对于血清Ca浓度的Pre值而言，Sham组为9.9mg/dL，TPTX各组为5.3～ 6.2mg/dL。关于给予各化合物后直到24小时为止的血清Ca浓度，将相对于Pre值的变化量的平均值示于图1。另外，对于给予各化合物后的血清Ca浓度的峰而言，在所有化合物中均为给予6小时后或10小时后。

对于大鼠肝细胞代谢稳定性高的化合物6、化合物7、化合物8而言，相对于pre值的正的变化量大，在经口给予时确认了强血清Ca浓度上升作用。另一方面，大鼠肝细胞代谢稳定性低的化合物1、比较例1、比较例2的相对于Pre值的正的变化量比化合物6、化合物7、化合物8小。尤其是，化合物7、化合物8相对于比较例1、比较例2统计显著。

此外，对于大鼠肝细胞代谢稳定性高的化合物6、化合物7、化合物8而言，在给予后6小时或10小时后，作为各化合物的最大值，显示7.8～8.5mg/dL的值，达到甲状旁腺功能减退患者的血清Ca浓度的治疗目标范围7.6～8.8mg/dL。另一方面，大鼠肝细胞代谢稳定性低的化合物1、比较例1、比较例2在所有的测定时间内，均未达到该治疗目标范围。

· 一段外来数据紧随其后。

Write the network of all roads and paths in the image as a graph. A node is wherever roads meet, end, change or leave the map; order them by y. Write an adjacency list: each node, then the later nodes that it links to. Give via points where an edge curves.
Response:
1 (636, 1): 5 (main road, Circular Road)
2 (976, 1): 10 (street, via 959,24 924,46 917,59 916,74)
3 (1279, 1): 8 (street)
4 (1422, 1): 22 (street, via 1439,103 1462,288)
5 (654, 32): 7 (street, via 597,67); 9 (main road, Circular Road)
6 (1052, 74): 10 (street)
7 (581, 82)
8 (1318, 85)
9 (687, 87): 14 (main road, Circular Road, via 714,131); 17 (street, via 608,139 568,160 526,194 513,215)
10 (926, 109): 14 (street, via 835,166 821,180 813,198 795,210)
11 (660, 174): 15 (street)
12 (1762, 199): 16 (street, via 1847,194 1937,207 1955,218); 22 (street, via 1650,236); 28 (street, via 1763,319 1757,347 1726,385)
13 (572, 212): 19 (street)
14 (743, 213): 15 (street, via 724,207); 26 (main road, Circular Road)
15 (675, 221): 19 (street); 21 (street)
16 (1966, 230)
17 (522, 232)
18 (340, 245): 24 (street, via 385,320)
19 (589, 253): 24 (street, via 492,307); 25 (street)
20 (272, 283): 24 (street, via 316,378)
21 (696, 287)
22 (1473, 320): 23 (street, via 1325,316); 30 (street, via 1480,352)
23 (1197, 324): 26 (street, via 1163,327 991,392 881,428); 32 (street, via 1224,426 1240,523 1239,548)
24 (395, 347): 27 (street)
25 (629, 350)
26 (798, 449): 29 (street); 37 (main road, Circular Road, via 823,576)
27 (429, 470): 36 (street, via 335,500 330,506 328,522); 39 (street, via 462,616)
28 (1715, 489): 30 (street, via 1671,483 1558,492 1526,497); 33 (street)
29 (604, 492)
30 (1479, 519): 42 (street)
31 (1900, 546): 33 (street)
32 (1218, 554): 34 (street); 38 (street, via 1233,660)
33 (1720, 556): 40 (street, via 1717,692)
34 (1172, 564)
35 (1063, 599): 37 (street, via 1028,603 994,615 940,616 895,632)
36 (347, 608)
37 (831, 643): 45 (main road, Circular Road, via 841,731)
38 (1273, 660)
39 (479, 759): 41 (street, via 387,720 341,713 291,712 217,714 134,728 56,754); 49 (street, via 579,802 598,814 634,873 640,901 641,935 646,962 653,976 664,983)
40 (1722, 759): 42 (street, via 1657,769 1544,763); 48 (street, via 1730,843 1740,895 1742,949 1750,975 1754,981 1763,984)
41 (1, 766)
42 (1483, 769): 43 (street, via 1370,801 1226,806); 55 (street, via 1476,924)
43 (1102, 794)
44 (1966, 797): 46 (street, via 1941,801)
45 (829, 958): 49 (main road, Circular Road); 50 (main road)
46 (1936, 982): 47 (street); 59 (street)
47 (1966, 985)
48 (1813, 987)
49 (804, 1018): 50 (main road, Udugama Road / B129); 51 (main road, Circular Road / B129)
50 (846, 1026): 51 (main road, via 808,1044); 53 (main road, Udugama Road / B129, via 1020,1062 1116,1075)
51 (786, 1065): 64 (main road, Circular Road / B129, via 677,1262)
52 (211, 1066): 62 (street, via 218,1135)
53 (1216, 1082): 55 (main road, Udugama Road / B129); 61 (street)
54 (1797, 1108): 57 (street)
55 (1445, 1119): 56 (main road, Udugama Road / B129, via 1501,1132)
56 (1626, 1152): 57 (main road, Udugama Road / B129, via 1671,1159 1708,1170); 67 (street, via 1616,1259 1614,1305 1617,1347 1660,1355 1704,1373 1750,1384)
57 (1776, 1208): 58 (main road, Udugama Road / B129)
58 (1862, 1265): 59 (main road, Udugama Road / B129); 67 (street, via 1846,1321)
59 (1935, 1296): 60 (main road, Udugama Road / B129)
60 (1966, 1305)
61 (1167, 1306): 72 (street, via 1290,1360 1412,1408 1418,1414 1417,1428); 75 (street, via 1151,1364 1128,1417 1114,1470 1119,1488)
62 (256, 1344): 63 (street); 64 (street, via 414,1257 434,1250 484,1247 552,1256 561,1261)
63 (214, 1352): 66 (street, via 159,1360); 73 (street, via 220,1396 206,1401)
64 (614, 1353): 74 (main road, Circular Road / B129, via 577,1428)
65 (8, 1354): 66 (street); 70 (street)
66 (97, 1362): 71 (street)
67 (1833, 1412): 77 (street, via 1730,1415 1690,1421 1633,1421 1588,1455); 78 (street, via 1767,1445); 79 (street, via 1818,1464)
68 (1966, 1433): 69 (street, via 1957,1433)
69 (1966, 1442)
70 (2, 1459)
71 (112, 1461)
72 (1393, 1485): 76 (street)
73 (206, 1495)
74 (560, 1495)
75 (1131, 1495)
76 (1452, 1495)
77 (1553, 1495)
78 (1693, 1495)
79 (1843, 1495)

由以上的试验结果确认，在向大鼠经口给予化合物6、化合物7、化合物8(在强制表达了大鼠PTH1R的细胞中，显示强cAMP信号活性，并且相对于大鼠肝细胞中的代谢，显示高稳定性)时，确认了强血清Ca浓度上升作用。这些化合物在强制表达人PTH1R的细胞中具有cAMP信号活性，人肝微粒代谢稳定性比比较化合物高，在经口给予时，可期待针对甲状旁腺功能减退患者的良好治疗效果。进而，关于与化合物6、化合物7、化合物8 同等程度地、在强制表达人PTH1R的细胞中显示cAMP信号活性并且显示人肝微粒代谢稳定性的通式(1)所示的化合物，也可期待针对甲状旁腺功能减退患者的良好治疗效果。

工业适用性

通过本发明，可提供通过将具有高代谢稳定性且发挥强PTH样作用的乙内酰脲衍生物非侵入地全身暴露或局部暴露而诱导骨·软骨同化作用，用于促进骨质疏松症、牙周病中的骨量减少、拔牙后的牙槽骨损伤、变形性关节病、关节软骨损伤、无动力性骨病、软骨成长不全症、低软骨形成症、骨质软化病、骨折等的预防、治疗、恢复和治愈的药物。

Claims

1.化合物或其药理学上可接受的盐在制造用于牙周病中的骨量减少的改善、拔牙后的牙槽骨损伤的恢复促进、或关节软骨损伤的恢复促进的药物组合物中的应用，所述化合物为

1-(3，5-二甲基-4-(2-((4-氧代-2-(4-(三氟甲氧基)苯基)-1，3，8-三氮杂螺[4.5]癸-1-烯-8-基)磺酰基)乙基)苯基)-1，3-二氮杂螺[4.4]壬烷-2，4-二酮。